It may seem like the only choice in roofing is asphalt or composite shingles, but there are actually a number of choices when it comes to choosing your roof material. REALTOR magazine recently wrote an article about this, giving the pros and cons of 8 different options.
- Asphalt or Composite Shingles. This is obviously the most common choice of roofing material. I have sold more than 50 properties, and I believe all of them had asphalt or composite shingles. The main reasons are that these shingles meld with almost any style of house and nearly every contractor can install them. Plus it is affordable compared to all the other options, with the lower end 3-tab shingles lasting 15-20 years.
- Clay Tiles and Concrete. These work well with Spanish and Mediterranean style homes, which of course are not very common in Wisconsin. Part of the reason they are found more often in warm weather climates is that clay heats up slowly so it can have a moderating effect on hot temperatures. This option of clay tiles or concrete is long lasting, even up to 100 years! But of course it is more expensive for both materials and installation.
- Metal. Another long-lasting (50-100 years), but expensive choice. Aside from the price, the downside is that metal roofs can be noisy when it rains. But it can look modern and chic, and you have many aesthetic choices as it can be manufactured in various shapes, colors, thickness & textures. Also they weather nicely.
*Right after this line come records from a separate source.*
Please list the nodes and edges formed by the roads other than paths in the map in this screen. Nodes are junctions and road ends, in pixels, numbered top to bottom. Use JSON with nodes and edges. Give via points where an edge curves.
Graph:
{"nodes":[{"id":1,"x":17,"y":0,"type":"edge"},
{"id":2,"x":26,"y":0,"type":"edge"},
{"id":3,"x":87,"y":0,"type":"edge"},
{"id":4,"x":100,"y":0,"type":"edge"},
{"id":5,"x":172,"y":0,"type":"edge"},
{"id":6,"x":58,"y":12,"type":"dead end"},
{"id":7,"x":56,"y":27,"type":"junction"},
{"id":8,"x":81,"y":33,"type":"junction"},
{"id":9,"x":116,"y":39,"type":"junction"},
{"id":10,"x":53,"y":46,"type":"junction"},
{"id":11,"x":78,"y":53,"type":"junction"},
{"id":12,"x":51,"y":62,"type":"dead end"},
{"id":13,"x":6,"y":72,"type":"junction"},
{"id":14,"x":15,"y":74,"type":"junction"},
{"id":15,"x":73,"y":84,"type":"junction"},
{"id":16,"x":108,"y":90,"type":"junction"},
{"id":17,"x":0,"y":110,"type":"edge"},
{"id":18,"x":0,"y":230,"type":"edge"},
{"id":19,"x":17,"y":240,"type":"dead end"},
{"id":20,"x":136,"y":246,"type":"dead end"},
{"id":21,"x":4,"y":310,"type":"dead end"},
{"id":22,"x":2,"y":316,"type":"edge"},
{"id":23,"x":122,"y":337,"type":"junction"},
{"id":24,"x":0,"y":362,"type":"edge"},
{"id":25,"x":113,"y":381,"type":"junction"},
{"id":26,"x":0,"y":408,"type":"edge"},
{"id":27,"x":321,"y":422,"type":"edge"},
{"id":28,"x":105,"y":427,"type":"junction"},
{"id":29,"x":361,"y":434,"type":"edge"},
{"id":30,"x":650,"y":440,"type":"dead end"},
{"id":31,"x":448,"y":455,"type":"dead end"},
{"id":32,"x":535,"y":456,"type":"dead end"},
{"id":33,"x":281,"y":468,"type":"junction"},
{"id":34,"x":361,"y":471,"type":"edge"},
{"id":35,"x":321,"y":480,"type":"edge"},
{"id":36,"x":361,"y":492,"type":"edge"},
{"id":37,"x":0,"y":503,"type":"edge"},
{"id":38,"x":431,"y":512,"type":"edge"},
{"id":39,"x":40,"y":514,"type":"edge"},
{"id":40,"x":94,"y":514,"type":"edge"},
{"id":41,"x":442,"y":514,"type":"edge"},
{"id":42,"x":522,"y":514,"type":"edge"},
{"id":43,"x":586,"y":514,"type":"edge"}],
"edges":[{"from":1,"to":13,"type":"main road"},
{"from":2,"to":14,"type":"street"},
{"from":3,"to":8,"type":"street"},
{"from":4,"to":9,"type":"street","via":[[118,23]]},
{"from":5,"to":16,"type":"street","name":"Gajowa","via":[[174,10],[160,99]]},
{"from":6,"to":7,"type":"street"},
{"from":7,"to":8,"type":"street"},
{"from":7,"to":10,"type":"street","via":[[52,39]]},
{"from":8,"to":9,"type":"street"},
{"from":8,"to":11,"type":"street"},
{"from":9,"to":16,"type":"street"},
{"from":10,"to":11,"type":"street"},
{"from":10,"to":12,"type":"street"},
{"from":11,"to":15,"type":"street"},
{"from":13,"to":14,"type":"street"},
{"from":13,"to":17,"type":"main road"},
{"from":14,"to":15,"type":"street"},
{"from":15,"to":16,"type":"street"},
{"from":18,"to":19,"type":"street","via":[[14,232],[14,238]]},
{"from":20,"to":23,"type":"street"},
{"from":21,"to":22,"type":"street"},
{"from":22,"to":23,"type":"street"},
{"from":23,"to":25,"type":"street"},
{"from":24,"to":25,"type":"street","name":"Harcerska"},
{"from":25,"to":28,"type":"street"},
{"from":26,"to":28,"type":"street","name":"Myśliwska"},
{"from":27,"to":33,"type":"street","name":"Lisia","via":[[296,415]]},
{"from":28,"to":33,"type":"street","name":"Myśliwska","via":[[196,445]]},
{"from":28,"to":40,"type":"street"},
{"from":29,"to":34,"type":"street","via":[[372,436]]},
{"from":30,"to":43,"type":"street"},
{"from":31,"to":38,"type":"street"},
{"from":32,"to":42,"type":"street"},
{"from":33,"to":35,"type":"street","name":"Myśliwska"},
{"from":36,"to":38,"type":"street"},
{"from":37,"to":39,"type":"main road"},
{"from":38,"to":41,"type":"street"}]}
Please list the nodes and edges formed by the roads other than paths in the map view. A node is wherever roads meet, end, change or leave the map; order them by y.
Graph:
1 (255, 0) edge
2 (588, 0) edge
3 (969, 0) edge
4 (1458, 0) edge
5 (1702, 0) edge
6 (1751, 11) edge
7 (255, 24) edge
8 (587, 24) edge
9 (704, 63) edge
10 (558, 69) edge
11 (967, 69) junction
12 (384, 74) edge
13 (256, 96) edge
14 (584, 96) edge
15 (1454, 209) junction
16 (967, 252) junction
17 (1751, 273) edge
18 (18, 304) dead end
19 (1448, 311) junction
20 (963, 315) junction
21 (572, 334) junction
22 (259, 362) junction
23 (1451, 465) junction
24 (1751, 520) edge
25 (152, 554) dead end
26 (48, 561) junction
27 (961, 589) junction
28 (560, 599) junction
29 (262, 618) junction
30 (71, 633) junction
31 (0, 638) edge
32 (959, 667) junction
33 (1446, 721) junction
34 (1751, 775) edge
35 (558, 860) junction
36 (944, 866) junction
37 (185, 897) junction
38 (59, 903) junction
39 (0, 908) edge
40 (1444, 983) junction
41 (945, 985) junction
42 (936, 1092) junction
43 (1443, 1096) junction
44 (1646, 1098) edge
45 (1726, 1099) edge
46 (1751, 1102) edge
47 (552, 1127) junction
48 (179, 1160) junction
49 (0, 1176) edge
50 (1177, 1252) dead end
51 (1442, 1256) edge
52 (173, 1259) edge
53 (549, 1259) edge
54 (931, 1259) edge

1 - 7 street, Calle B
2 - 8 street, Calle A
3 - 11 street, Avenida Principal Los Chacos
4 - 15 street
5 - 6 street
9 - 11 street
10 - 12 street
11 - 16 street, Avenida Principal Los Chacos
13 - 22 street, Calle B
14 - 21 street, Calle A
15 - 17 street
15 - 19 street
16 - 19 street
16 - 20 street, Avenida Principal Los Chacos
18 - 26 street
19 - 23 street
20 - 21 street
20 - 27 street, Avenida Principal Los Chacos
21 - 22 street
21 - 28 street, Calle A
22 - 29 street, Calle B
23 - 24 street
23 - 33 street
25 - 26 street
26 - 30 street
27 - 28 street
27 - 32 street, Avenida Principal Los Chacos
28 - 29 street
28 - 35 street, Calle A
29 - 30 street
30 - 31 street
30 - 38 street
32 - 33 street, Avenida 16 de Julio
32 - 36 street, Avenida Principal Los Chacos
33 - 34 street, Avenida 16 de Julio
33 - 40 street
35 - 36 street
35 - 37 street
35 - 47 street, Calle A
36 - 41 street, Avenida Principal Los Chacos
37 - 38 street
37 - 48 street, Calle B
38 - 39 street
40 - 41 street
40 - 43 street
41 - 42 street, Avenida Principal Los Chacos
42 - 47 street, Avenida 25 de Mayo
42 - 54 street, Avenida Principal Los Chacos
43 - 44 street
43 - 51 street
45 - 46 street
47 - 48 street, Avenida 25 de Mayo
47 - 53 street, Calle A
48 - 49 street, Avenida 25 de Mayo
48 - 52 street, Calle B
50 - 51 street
- Synthetic. This is one of the newer options, and can be durable, light-weight and fire resistant. If you go this route, you probably want to go with high-quality – and of course that can be pricey. Not sure about the durability of synthetic material, since they haven’t been around too long.
- Slate. Durable (50+ years) and aesthetic, slate is a good choice for a high-end home. It is an expensive material, and the installation process is time-consuming (and therefore, expensive).
- Planted “Green” Materials. This has become a more popular choice among commercial property, but is certainly an option for residential homes. Works best with flat roofs. Also after all the plants and dirt are in place, it can be quite heavy. So it is not a legitimate option for many houses.
- Wood Shakes and Shingles. This material has a great aesthetic quality, and can last up to 50 years. But it is wood – so it can be a fire hazard. They can be treated to withstand fire, but even with that, some building codes will not allow it.
- Solar Shingles. This is likely to be a material that will see growing popularity. Obviously there the benefit of energy with solar shingles that you don’t get from other materials. So the expense of solar shingles can be rationalized with the anticipation of lower utility bills. Yet, there are not many affordable options currently on the market. Dow Chemical Co will soon release the PowerHouse Solar Shingle, which can be incorporated into home roofing systems along with standard asphalt shingles. This will be a more affordable option compared to solar panels, and easier to install.